[PROVIDED MATERIAL]
============
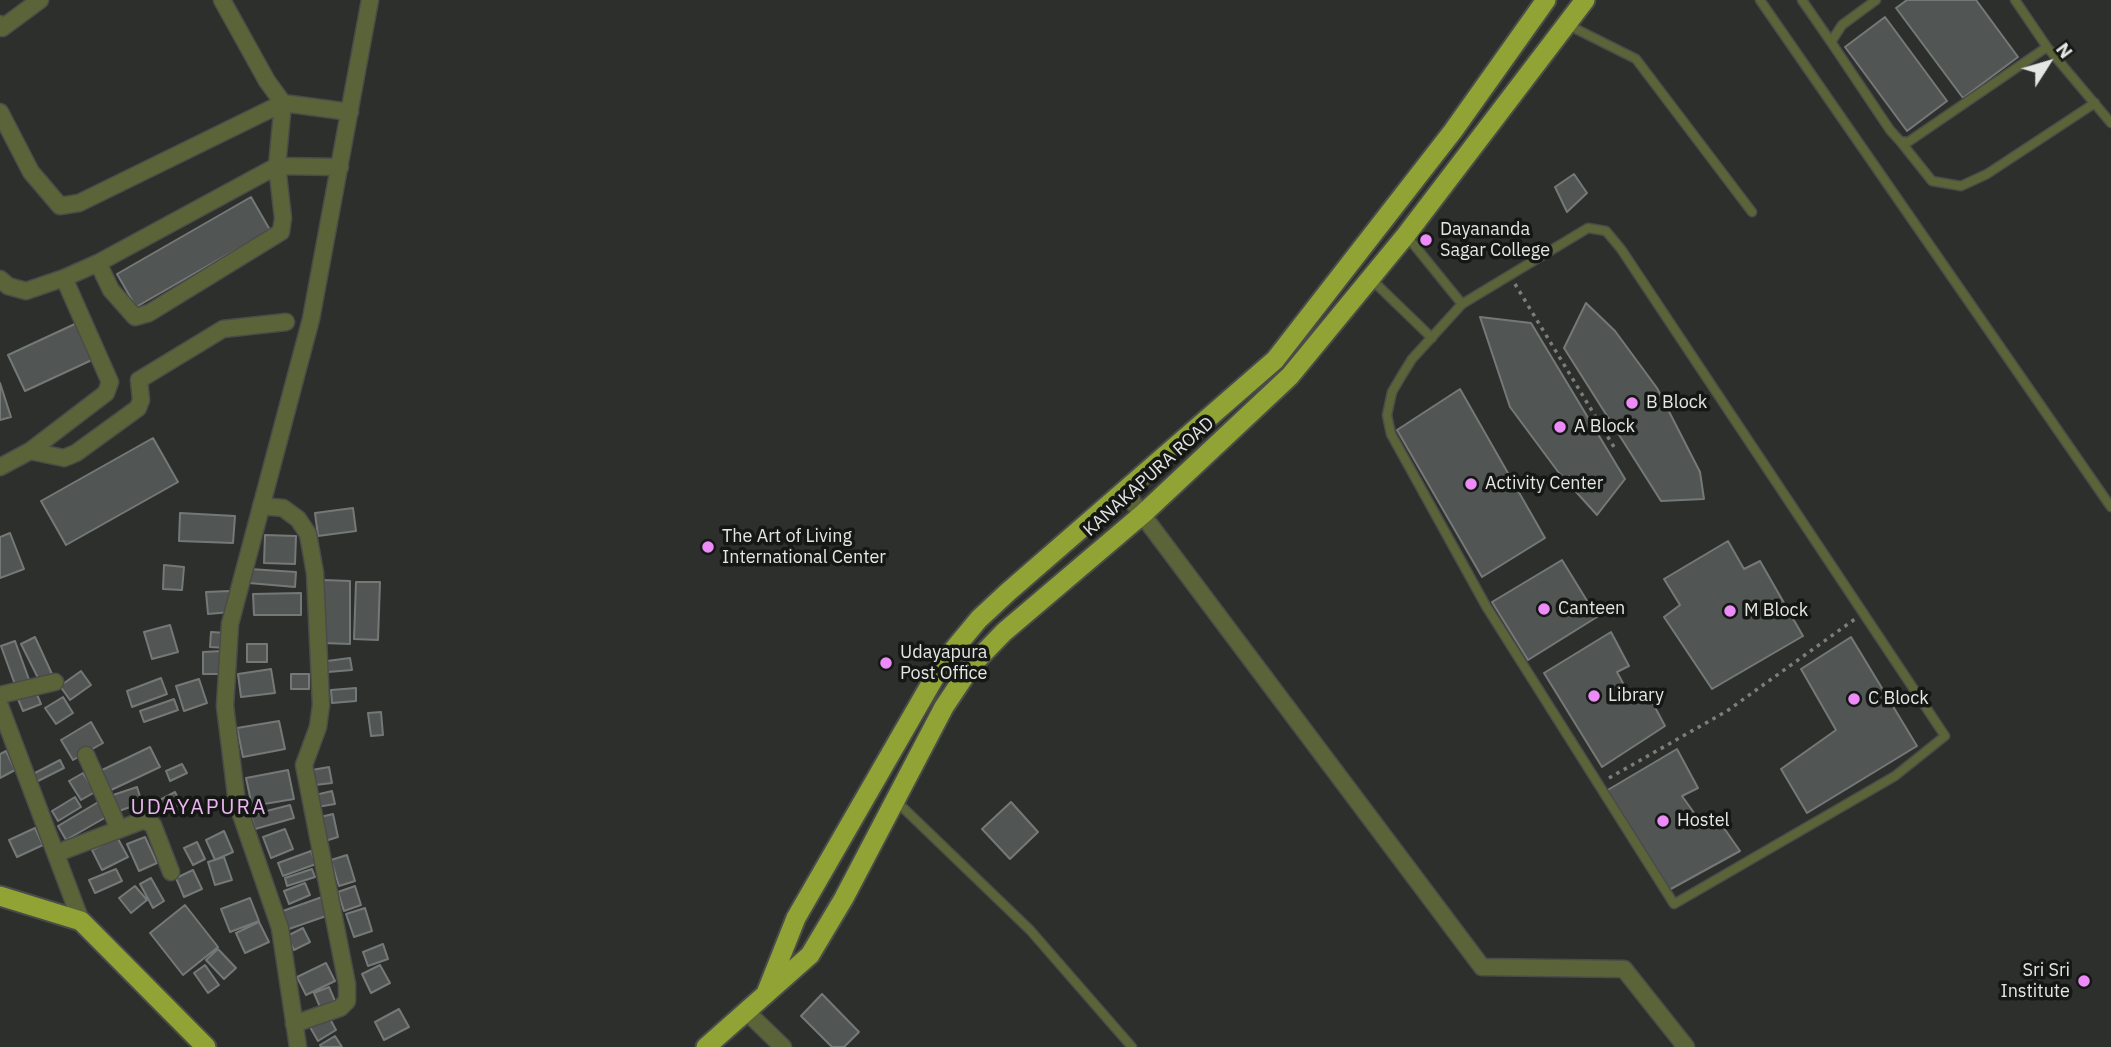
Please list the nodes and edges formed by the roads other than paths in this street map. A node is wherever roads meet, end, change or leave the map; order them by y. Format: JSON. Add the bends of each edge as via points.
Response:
============
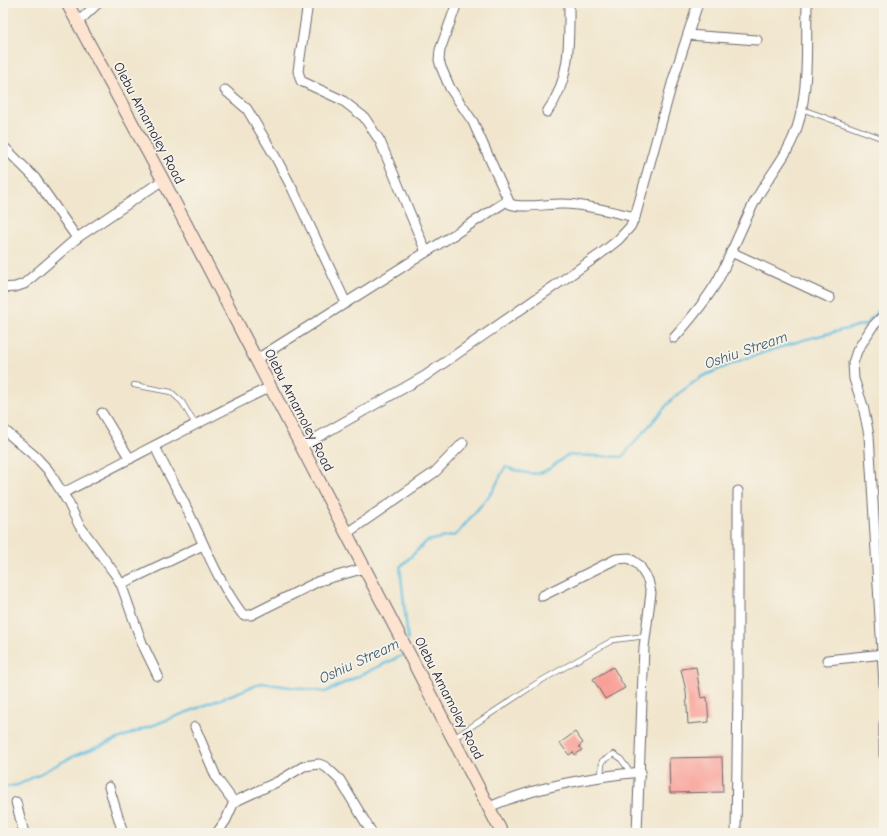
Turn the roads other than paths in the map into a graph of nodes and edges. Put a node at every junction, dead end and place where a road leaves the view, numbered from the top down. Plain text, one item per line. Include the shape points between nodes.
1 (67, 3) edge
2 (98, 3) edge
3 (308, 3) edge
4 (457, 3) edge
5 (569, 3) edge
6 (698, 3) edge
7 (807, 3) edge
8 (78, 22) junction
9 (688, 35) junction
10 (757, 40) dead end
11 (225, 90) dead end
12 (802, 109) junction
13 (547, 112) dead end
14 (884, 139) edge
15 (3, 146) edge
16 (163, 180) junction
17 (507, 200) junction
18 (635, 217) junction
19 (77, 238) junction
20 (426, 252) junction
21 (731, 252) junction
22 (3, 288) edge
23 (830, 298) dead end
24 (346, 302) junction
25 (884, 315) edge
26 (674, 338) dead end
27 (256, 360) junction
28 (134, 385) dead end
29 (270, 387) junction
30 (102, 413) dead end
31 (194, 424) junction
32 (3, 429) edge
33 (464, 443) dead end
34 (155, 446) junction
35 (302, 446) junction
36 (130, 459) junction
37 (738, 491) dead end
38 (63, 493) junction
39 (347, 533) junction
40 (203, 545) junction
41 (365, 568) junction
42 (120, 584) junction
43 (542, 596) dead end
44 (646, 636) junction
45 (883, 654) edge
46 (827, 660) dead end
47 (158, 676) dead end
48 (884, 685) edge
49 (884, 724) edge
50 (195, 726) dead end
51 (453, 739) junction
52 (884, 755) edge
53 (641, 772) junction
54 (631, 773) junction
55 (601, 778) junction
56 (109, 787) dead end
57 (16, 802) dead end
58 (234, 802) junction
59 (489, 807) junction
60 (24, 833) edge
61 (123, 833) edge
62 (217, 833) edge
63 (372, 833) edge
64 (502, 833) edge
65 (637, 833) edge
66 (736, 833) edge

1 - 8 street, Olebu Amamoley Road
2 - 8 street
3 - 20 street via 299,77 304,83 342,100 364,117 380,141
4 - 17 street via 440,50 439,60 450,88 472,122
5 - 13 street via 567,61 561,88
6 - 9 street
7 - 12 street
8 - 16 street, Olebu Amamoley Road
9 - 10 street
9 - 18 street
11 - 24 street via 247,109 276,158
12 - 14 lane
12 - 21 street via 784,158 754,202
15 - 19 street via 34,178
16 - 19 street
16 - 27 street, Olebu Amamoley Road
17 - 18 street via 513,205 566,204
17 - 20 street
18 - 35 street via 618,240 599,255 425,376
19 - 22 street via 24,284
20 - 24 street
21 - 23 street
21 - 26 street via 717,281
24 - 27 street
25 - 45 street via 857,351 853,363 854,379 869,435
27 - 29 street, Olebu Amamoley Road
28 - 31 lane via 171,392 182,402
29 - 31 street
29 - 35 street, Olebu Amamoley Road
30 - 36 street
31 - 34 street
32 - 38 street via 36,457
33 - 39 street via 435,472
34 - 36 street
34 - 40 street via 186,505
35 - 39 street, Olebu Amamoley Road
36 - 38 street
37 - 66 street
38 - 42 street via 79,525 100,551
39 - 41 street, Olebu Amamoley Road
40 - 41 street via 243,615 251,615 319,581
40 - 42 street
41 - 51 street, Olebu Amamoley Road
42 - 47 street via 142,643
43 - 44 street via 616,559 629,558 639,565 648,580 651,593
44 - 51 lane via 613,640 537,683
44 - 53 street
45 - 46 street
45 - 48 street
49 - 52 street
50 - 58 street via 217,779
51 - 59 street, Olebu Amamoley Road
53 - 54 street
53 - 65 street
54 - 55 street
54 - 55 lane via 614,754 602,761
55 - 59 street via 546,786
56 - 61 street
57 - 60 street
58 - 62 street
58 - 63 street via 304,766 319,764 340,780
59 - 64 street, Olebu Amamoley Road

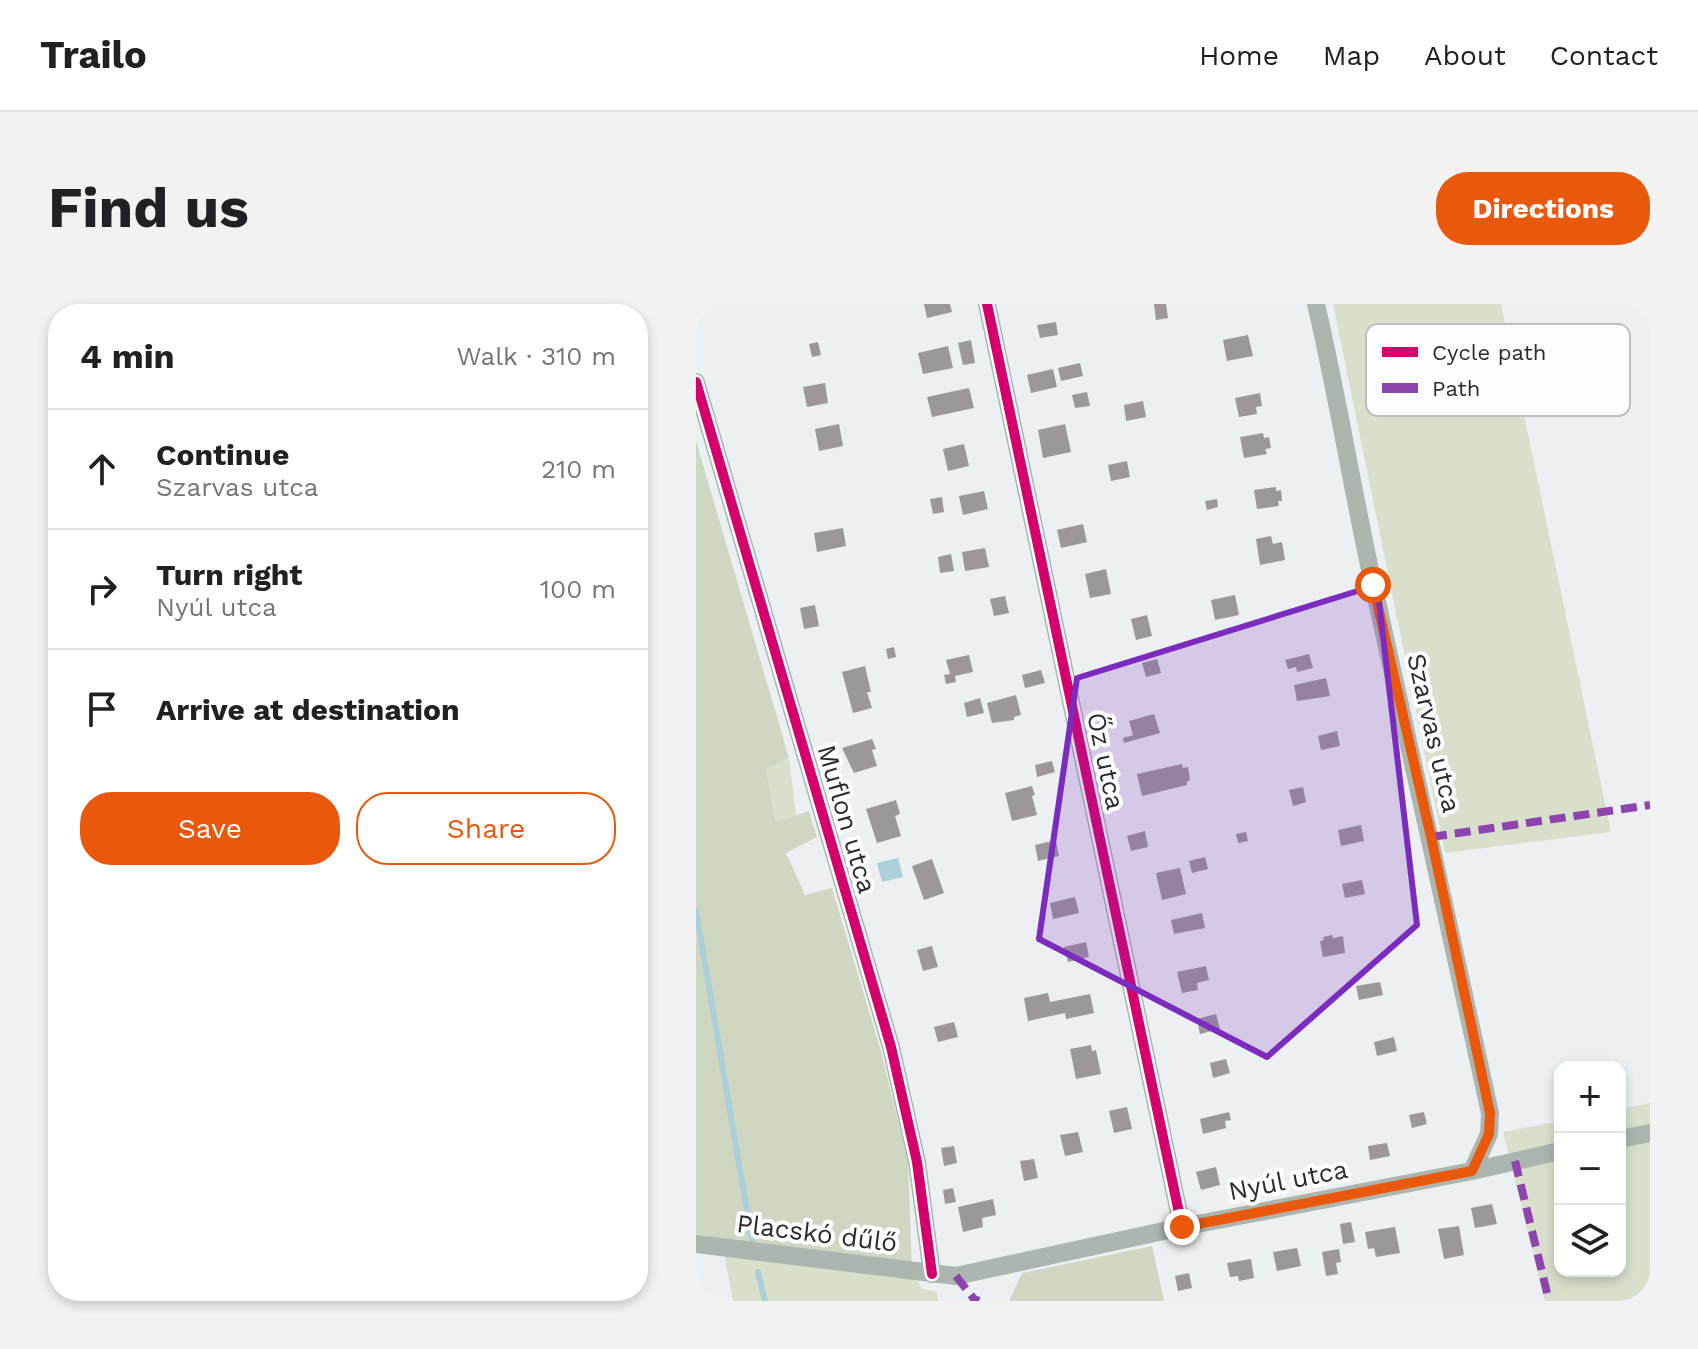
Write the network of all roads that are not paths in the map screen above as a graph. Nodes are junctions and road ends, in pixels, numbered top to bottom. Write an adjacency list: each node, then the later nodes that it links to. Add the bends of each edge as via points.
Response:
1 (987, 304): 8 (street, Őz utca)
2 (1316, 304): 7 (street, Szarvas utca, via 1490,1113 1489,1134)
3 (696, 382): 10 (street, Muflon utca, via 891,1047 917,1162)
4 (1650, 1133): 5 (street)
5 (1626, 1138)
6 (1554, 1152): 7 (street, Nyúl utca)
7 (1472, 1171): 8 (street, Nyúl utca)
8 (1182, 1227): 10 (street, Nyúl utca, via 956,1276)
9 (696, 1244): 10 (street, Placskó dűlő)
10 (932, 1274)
============
[WHAT YOU NEED TO DO]
Looking at the listing above, tally the lines containing "bends" and give only that tally.

[RESPONSE BELOW]
2